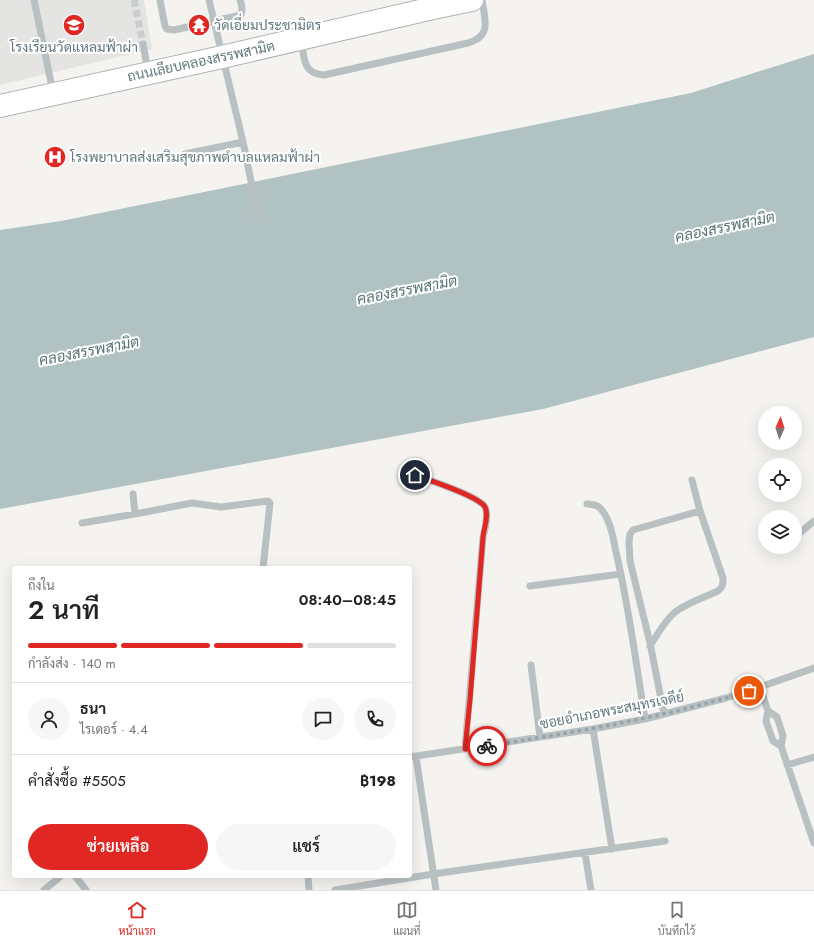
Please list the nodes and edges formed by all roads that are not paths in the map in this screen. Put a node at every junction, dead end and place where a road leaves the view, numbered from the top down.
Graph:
1 (34, 0) edge
2 (160, 0) edge
3 (208, 0) edge
4 (240, 0) edge
5 (472, 0) edge
6 (482, 0) edge
7 (432, 4) edge
8 (214, 22) junction
9 (300, 39) junction
10 (143, 44) tunnel mouth
11 (222, 57) junction
12 (149, 73) junction
13 (53, 94) junction
14 (0, 106) edge
15 (243, 142) junction
16 (185, 154) dead end
17 (258, 215) dead end
18 (415, 475) dead end
19 (692, 480) dead end
20 (133, 494) dead end
21 (587, 504) dead end
22 (700, 512) junction
23 (135, 514) junction
24 (814, 521) edge
25 (82, 523) dead end
26 (802, 531) edge
27 (263, 566) edge
28 (622, 574) junction
29 (530, 586) dead end
30 (650, 646) junction
31 (530, 665) dead end
32 (814, 668) edge
33 (760, 687) junction
34 (768, 711) junction
35 (664, 714) junction
36 (645, 719) junction
37 (593, 729) junction
38 (540, 737) junction
39 (780, 746) junction
40 (465, 749) junction
41 (413, 757) edge
42 (814, 757) edge
43 (787, 765) junction
44 (814, 819) edge
45 (806, 820) junction
46 (665, 841) dead end
47 (814, 843) edge
48 (612, 849) junction
49 (585, 853) junction
50 (433, 874) junction
51 (412, 877) edge
52 (59, 878) edge
53 (77, 878) edge
54 (308, 878) edge
55 (408, 878) edge
56 (44, 890) edge
57 (86, 890) edge
58 (309, 890) edge
59 (335, 890) edge
60 (436, 890) edge
61 (591, 890) edge

1 - 13 street
2 - 8 street
3 - 8 street
4 - 8 street
5 - 7 main road, ถนนเลียบคลองสรรพสามิต
6 - 9 street
7 - 9 main road, ถนนเลียบคลองสรรพสามิต
8 - 11 street
9 - 11 main road, ถนนเลียบคลองสรรพสามิต
10 - 12 street
11 - 12 main road, ถนนเลียบคลองสรรพสามิต
11 - 15 street
12 - 13 main road, ถนนเลียบคลองสรรพสามิต
13 - 14 main road, ถนนเลียบคลองสรรพสามิต
15 - 16 street
15 - 17 street
18 - 40 street
19 - 22 street
20 - 23 street
21 - 28 street
22 - 30 street
22 - 30 street
23 - 25 street
23 - 27 street
24 - 26 street
28 - 29 street
28 - 36 street
30 - 35 street
31 - 38 street
32 - 33 street, ซอยอำเภอพระสมุทรเจดีย์
33 - 34 street
33 - 35 street, ซอยอำเภอพระสมุทรเจดีย์
34 - 39 street
34 - 39 street
35 - 36 street, ซอยอำเภอพระสมุทรเจดีย์
36 - 37 street, ซอยอำเภอพระสมุทรเจดีย์
37 - 38 street, ซอยอำเภอพระสมุทรเจดีย์
37 - 48 street
38 - 40 street, ซอยอำเภอพระสมุทรเจดีย์
39 - 43 street
40 - 41 street, ซอยอำเภอพระสมุทรเจดีย์
41 - 50 street
42 - 43 street
43 - 45 street
44 - 45 street
45 - 47 street
46 - 48 street
48 - 49 street
49 - 50 street
49 - 61 street
50 - 51 street
50 - 60 street
52 - 56 street
53 - 57 street
54 - 58 street
55 - 59 street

◆ **TO DO**: All the lines above need to be repeated exactly, with no pictures carried over.

◆ **SOLUTION**:
Please list the nodes and edges formed by all roads that are not paths in the map in this screen. Put a node at every junction, dead end and place where a road leaves the view, numbered from the top down.
Graph:
1 (34, 0) edge
2 (160, 0) edge
3 (208, 0) edge
4 (240, 0) edge
5 (472, 0) edge
6 (482, 0) edge
7 (432, 4) edge
8 (214, 22) junction
9 (300, 39) junction
10 (143, 44) tunnel mouth
11 (222, 57) junction
12 (149, 73) junction
13 (53, 94) junction
14 (0, 106) edge
15 (243, 142) junction
16 (185, 154) dead end
17 (258, 215) dead end
18 (415, 475) dead end
19 (692, 480) dead end
20 (133, 494) dead end
21 (587, 504) dead end
22 (700, 512) junction
23 (135, 514) junction
24 (814, 521) edge
25 (82, 523) dead end
26 (802, 531) edge
27 (263, 566) edge
28 (622, 574) junction
29 (530, 586) dead end
30 (650, 646) junction
31 (530, 665) dead end
32 (814, 668) edge
33 (760, 687) junction
34 (768, 711) junction
35 (664, 714) junction
36 (645, 719) junction
37 (593, 729) junction
38 (540, 737) junction
39 (780, 746) junction
40 (465, 749) junction
41 (413, 757) edge
42 (814, 757) edge
43 (787, 765) junction
44 (814, 819) edge
45 (806, 820) junction
46 (665, 841) dead end
47 (814, 843) edge
48 (612, 849) junction
49 (585, 853) junction
50 (433, 874) junction
51 (412, 877) edge
52 (59, 878) edge
53 (77, 878) edge
54 (308, 878) edge
55 (408, 878) edge
56 (44, 890) edge
57 (86, 890) edge
58 (309, 890) edge
59 (335, 890) edge
60 (436, 890) edge
61 (591, 890) edge

1 - 13 street
2 - 8 street
3 - 8 street
4 - 8 street
5 - 7 main road, ถนนเลียบคลองสรรพสามิต
6 - 9 street
7 - 9 main road, ถนนเลียบคลองสรรพสามิต
8 - 11 street
9 - 11 main road, ถนนเลียบคลองสรรพสามิต
10 - 12 street
11 - 12 main road, ถนนเลียบคลองสรรพสามิต
11 - 15 street
12 - 13 main road, ถนนเลียบคลองสรรพสามิต
13 - 14 main road, ถนนเลียบคลองสรรพสามิต
15 - 16 street
15 - 17 street
18 - 40 street
19 - 22 street
20 - 23 street
21 - 28 street
22 - 30 street
22 - 30 street
23 - 25 street
23 - 27 street
24 - 26 street
28 - 29 street
28 - 36 street
30 - 35 street
31 - 38 street
32 - 33 street, ซอยอำเภอพระสมุทรเจดีย์
33 - 34 street
33 - 35 street, ซอยอำเภอพระสมุทรเจดีย์
34 - 39 street
34 - 39 street
35 - 36 street, ซอยอำเภอพระสมุทรเจดีย์
36 - 37 street, ซอยอำเภอพระสมุทรเจดีย์
37 - 38 street, ซอยอำเภอพระสมุทรเจดีย์
37 - 48 street
38 - 40 street, ซอยอำเภอพระสมุทรเจดีย์
39 - 43 street
40 - 41 street, ซอยอำเภอพระสมุทรเจดีย์
41 - 50 street
42 - 43 street
43 - 45 street
44 - 45 street
45 - 47 street
46 - 48 street
48 - 49 street
49 - 50 street
49 - 61 street
50 - 51 street
50 - 60 street
52 - 56 street
53 - 57 street
54 - 58 street
55 - 59 street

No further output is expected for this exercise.